ESR-alpha promoter methylation to predict survival in low-grade ovarian cancer.

Abstract

e15529 Background: Ovarian cancer is one of the most lethal gynecologic malignancies and the leading cause of death among women with gynecological cancers. Different molecular markers have been studied for their prognostic relevance, but to date only CA 12-5 is used in routine diagnostic. Aberrant methylation of the estrogen receptor promoter (ESRp) was first described in colorectal cancer. Previous studies that described methylation of the ESRp in ovarian cancer suggested a potential role in cancer development.

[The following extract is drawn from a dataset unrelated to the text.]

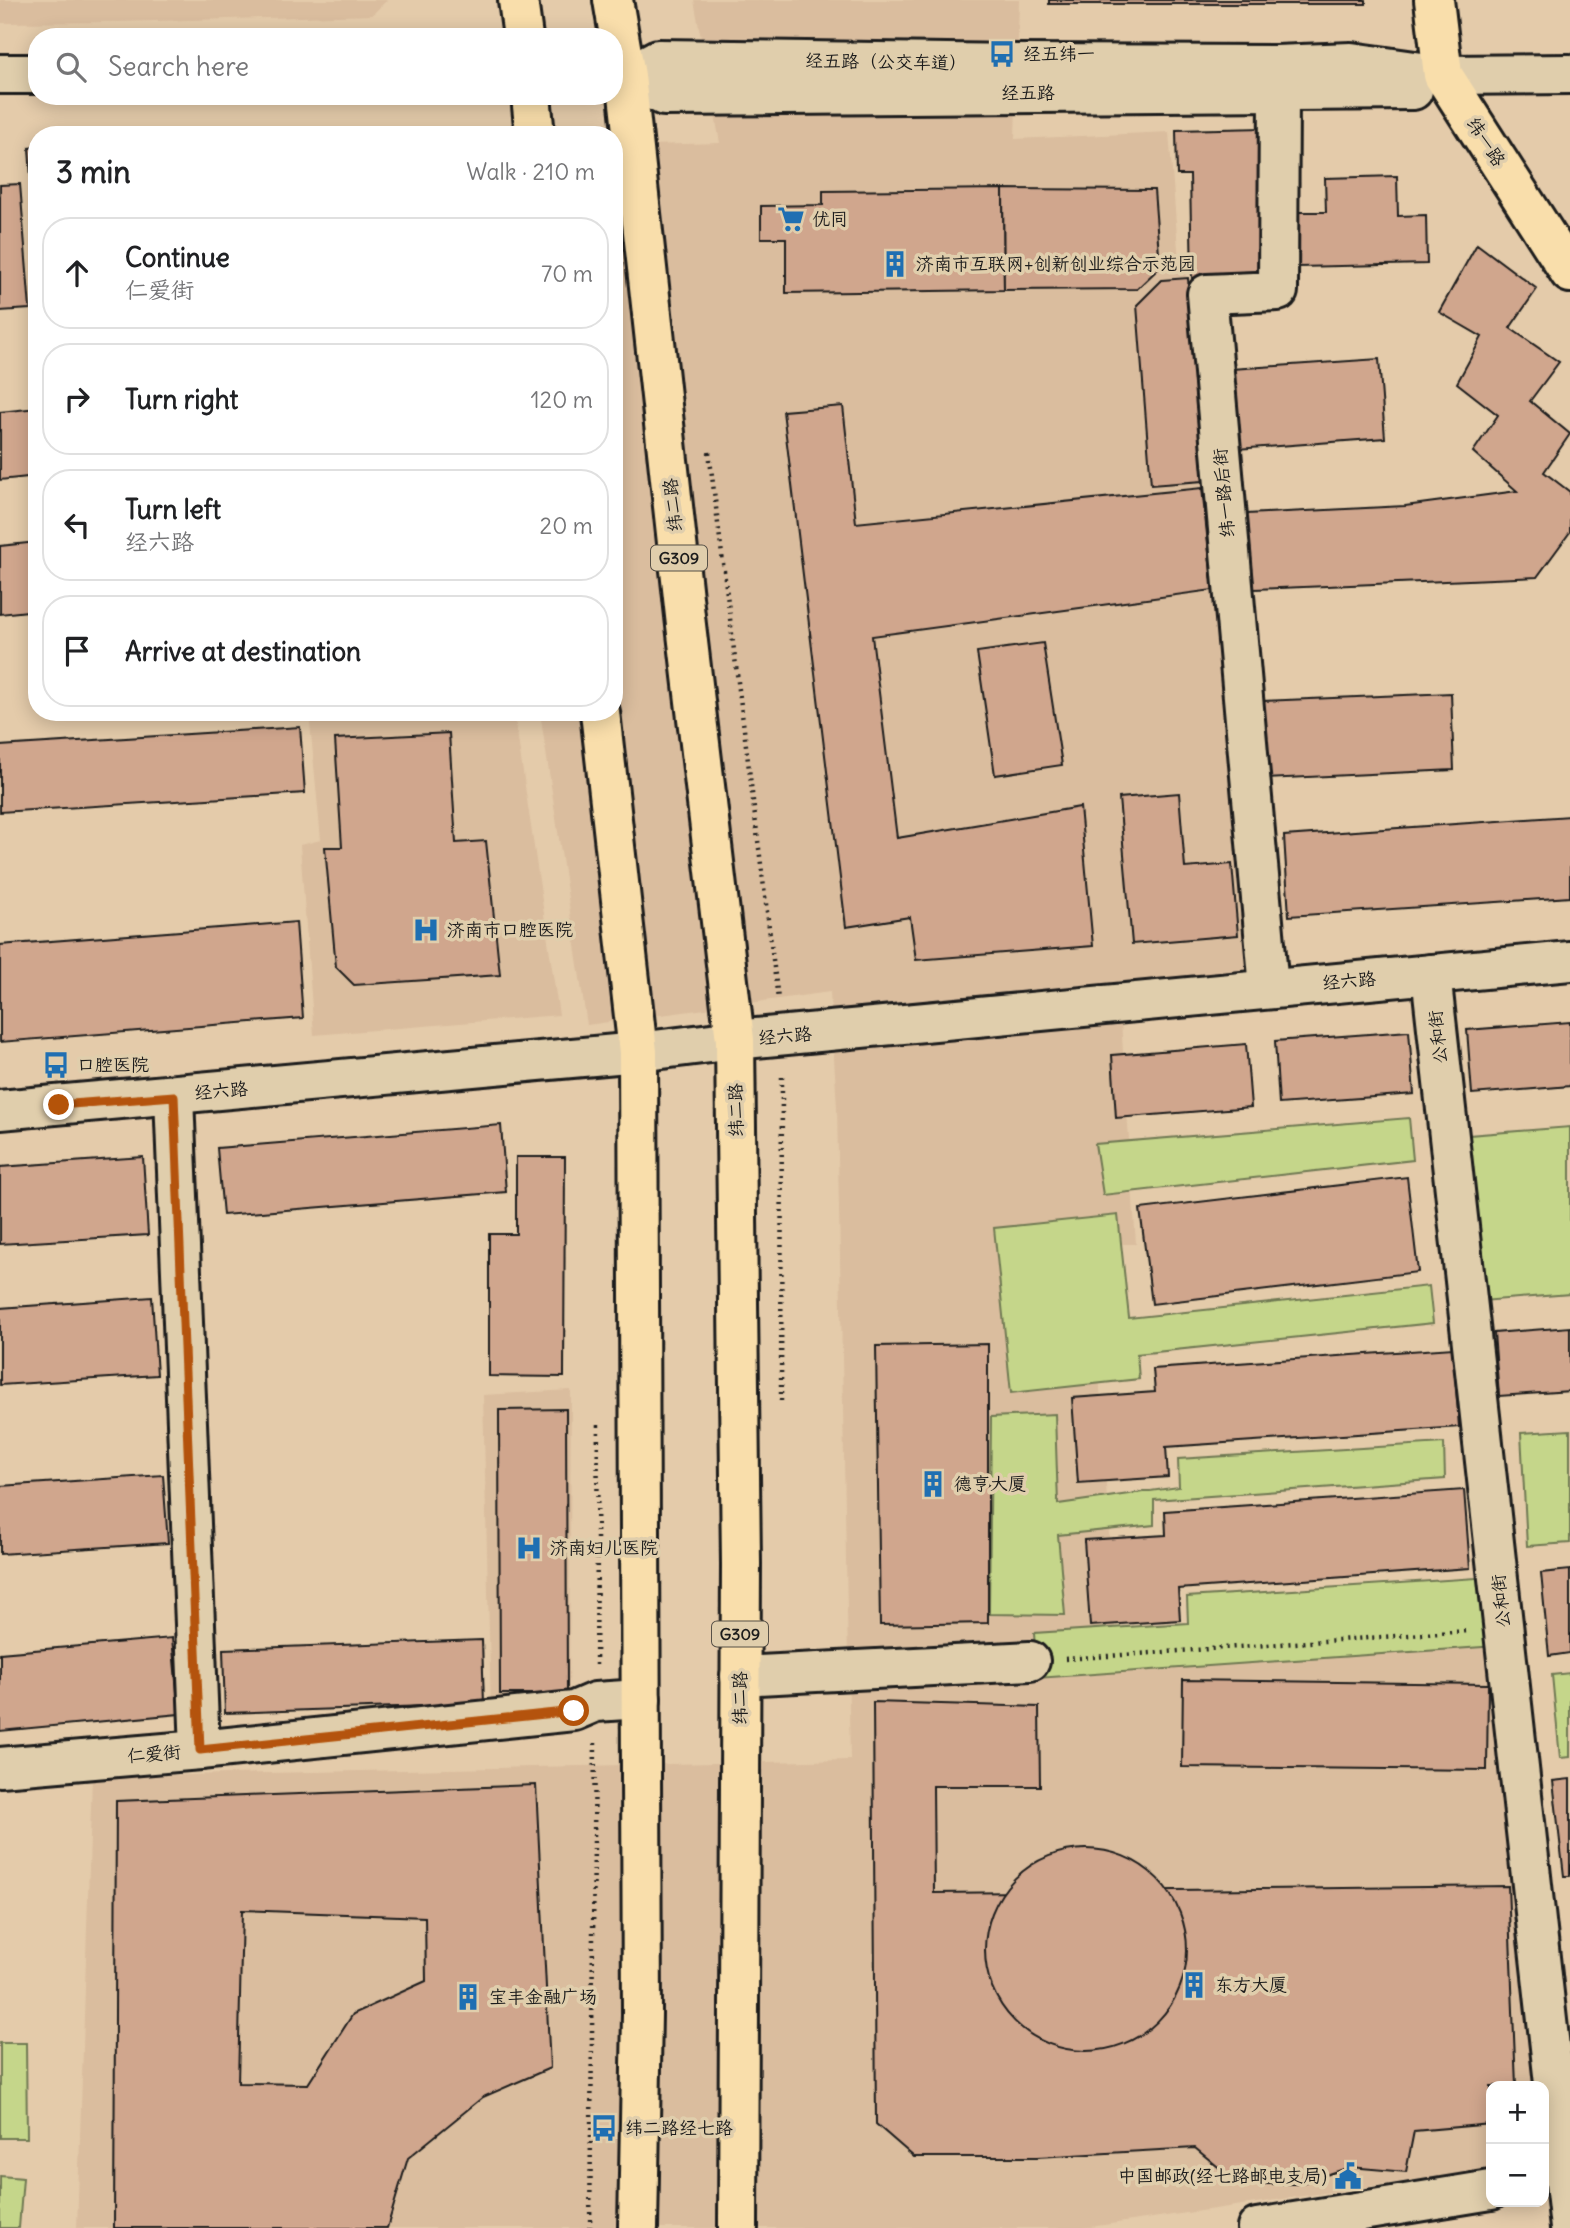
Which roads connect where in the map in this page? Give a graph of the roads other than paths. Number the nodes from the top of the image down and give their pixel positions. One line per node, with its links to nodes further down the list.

The aim of this study was to examine the methylation of the ESRp in a cohort of ovarian cancer patients in regard to its prognostic relevance. Methods: The study cohort consisted of 77 ovarian cancer patients that were diagnosed between 2000 and 2009 at the Department of OBGYN of the LMU Munich. A total of 50 patients died, 25 are still alive, 2 were lost to follow-up. Genomic DNA was isolated from paraffin-embedded cancer tissue and followed by bisulfite treatment. For detection of the methylated ESRp we used a sensitive real-time PCR. Results: Survival was significantly shorter for patients with aberrant promoter methylation within the subgroup of borderline, G1 and G2 tumors (31 patients; survival for methylated cases was 3.48 vs 4.91 years for unmethylated cases (p=0.010)). Within the small subgroup of borderline and G1 tumors (10 patients) survival for methylated cases was 4.73 vs 6.08 years for unmethylated cases (p=0.014). No significant difference of survival was observed for high grade (G3) ovarian cancer patients (p=0.745). Conclusions: We demonstrated for the first time that the methylation status of the ESRp might be a promising prognostic marker in ovarian cancer. ESRp methylation does not seem to be of prognostic relevance in high-grade ovarian cancer. In our study cohort a three-step grading system was used, but recent publications favor a two-step grading system. Thus, the G2 cases should be reevaluated to see whether they are G1 or G3. The difference in tumor etiology of low and high grade ovarian cancer might be responsible for the different prognostic relevance of ESRp methylation. Since our subgroup of borderline and G1 tumors is very small, these are preliminary results that have to be confirmed in a larger patient cohort.